Git
I did a Q&A with ChatGPT about Git’s internals. Based on the conversation, I wrote down statements and let ChatGPT comment on them. I processed these comments and this is the result:
- The basic elements are blob, tree, commit and tag.
- A tree file references other tree files and blob files
- A commit file references a tree file that is a root. A root tree has no parent tree.
- An annotated tag file references a tag file in
.git/objects. This object references a commit file. - A lightweight tag file directly references a commit file.
- Tag files live in refs/tags. For annotated tag files, this file is just a reference.
- Any file in references/heads references a commit file.
- Any file in references/remotes/.. references a commit file.
- HEAD references a file in references/heads, thereby pointing to a branch.
- A branch is a series of one or more commit files of which the last one is referenced by a file in references/heads.
- Strictly speaking, a branch is just a reference to a ‘last’ commit.
- The references/remotes/ directory can contain multiple directories, one for each ‘remote’.
- Each directory in references/remotes/ can contain a multiple directory trees, whereby each directory not containing a directory contains a reference to a commit file.
- The index file contains the paths of all tracked files, including their last modified timestamp.
- Upon staging using ‘add –all’, each source file who’s timestamp/filesize does not match the ‘index’ timestamp/filesize is ‘blobbed’ and its line in index is updated with new hash, new filesize and new timestamp. This is also done for completely new files.
- Only if the combination of timestamp/filesize does not tell without whether the file has been changed, the hash of it is calculated. This will leave no doubt.
- Upon committing, Git builds the required new tree objects and a new commit object, based on the contents of index. The new commit file references the new root tree.
- Going back in time means creating a detached HEAD, meaning HEAD does not point to a branch in refs/heads anymore
- Instead, HEAD will now directly reference a historic commit
- If you go back in time, it is best to create a branch from that point. Branching ends the ‘headless’ state. If you don’t create the branch, new commits will not result in a file in refs/heads and might become inaccessible.
- Headless state is okay if you just want to look at old code, not if a previous commit is a new starting point for development.
- Upon merge, a commit will have two instead of one parent, unless it is a fast-forward merge.
- A fast-forward merge arises when the main branch has not gotten new commits after the creation of the new branch. The merge then simple means adding the new branch commits to the main branch.
- Upon merge, the merged branch will not be deleted automatically. You can decide to do it yourself.
- Upon fetch, Git downloads all missing objects and updates refs/remotes/origin/main, which might point to a newer commit.
- The ‘pull’ command is actually the sequence of ‘fetch’ followed by either ‘merge’ or ‘rebase’.
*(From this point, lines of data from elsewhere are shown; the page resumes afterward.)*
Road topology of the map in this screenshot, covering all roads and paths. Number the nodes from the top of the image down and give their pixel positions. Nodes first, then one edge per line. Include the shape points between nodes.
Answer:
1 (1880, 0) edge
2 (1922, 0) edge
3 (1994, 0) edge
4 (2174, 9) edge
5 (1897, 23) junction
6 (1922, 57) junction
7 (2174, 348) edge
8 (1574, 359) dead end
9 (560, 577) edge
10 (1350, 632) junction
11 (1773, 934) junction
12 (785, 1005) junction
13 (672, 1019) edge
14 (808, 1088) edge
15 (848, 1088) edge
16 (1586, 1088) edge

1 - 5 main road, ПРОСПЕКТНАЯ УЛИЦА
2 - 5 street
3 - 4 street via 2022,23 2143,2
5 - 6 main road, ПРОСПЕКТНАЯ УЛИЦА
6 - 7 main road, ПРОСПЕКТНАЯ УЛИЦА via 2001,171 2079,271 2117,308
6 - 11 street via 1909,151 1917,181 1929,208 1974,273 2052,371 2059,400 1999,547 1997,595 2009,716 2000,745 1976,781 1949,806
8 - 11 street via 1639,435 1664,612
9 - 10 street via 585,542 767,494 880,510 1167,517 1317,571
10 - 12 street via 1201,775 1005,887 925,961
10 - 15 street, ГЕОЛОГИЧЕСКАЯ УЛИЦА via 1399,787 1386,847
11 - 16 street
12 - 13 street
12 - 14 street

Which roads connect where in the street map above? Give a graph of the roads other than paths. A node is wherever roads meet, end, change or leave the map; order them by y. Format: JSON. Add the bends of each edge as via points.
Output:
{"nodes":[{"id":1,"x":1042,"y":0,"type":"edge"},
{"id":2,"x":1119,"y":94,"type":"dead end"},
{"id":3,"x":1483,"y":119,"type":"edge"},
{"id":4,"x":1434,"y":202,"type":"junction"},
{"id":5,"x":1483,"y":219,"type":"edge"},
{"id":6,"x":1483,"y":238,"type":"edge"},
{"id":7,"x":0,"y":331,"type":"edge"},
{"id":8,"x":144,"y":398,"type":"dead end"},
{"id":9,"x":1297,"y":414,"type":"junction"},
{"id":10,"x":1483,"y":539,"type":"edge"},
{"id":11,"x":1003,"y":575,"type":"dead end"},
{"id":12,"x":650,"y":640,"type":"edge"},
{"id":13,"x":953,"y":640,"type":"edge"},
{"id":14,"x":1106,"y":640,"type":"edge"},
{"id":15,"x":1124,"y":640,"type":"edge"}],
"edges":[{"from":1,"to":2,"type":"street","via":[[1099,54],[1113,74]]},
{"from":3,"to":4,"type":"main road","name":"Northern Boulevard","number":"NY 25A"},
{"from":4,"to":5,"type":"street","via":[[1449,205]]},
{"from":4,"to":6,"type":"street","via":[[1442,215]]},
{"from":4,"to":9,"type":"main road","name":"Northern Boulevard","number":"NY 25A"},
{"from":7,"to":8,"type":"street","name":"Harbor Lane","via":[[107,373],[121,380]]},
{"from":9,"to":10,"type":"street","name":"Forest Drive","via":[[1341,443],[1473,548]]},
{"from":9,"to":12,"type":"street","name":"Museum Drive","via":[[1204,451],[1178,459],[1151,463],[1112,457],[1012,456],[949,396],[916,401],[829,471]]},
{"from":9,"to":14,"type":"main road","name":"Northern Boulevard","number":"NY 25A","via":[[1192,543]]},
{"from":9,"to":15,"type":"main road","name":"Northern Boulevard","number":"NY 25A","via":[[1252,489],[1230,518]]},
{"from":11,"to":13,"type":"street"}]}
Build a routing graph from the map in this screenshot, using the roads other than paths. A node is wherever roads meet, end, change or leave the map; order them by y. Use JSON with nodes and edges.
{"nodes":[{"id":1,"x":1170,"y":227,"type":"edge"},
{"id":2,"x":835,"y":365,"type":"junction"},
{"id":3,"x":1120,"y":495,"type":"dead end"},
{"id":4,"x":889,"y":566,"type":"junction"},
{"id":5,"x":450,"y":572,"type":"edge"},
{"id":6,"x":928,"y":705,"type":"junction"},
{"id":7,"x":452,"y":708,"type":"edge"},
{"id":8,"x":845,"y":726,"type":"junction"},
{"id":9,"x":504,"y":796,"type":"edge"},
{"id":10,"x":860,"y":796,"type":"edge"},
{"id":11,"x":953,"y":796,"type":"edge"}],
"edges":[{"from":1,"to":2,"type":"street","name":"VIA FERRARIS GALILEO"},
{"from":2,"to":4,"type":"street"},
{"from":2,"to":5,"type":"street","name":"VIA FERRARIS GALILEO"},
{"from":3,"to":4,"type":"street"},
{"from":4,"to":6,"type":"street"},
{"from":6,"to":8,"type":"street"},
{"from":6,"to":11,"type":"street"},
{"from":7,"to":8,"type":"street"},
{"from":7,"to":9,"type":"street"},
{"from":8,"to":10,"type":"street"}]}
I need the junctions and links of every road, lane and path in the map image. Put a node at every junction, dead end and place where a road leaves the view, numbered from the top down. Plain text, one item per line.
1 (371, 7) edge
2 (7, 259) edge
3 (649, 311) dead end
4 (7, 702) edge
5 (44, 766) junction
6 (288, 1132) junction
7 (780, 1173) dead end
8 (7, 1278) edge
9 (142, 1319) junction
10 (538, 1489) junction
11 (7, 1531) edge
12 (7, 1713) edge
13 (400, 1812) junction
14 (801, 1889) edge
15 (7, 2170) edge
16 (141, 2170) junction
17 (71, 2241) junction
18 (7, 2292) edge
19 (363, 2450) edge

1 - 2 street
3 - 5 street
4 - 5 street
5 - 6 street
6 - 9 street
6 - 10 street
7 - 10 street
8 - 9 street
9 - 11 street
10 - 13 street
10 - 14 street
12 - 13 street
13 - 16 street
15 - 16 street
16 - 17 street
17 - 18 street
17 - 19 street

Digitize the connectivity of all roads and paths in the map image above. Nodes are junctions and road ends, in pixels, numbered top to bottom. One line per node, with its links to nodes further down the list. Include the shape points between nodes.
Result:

- If upon pull the histories of ‘main’ and ‘origin/main’ have not diverged (which happens when only one of them has progressed), there will be a ‘fast-forward merge’.
- In a fast-forward merge, the new commits of the one version will be added to the other version, no new commit is created. Git simply moves the branch reference (refs/heads/main) forward to the newer commit.
- If the two histories have diverged (you and someone else both worked on the same branch, effectively splitting it) a merge commit is required.
- A merge commit is a new commit. Conflicts must be resolved before Git can create it.
- A merge commit has two parents. That is the only thing that makes it special.
- If your local Git has created such a merge commit and you push it, this merge commit will be reality for every remote.
- A merge commit preserves branches, while a ‘rebase’ removes one branch and places it after the other.
- To do so, it creates entirely new commits based on the commits of the ‘rebased’ branch.
- These new commits necessarily point to another parent, and they might need a new root tree.
- Because of the altered metadata they have different content, and therefore must have a different hash.
- What is preserved in these new commits is the effect of each commit on the final code result.
- Rebasing results in a linear commit history which might be a simpler, and therefore expedient outcome.
- Rule of thumb: Never rebase commits that other people have already based work on.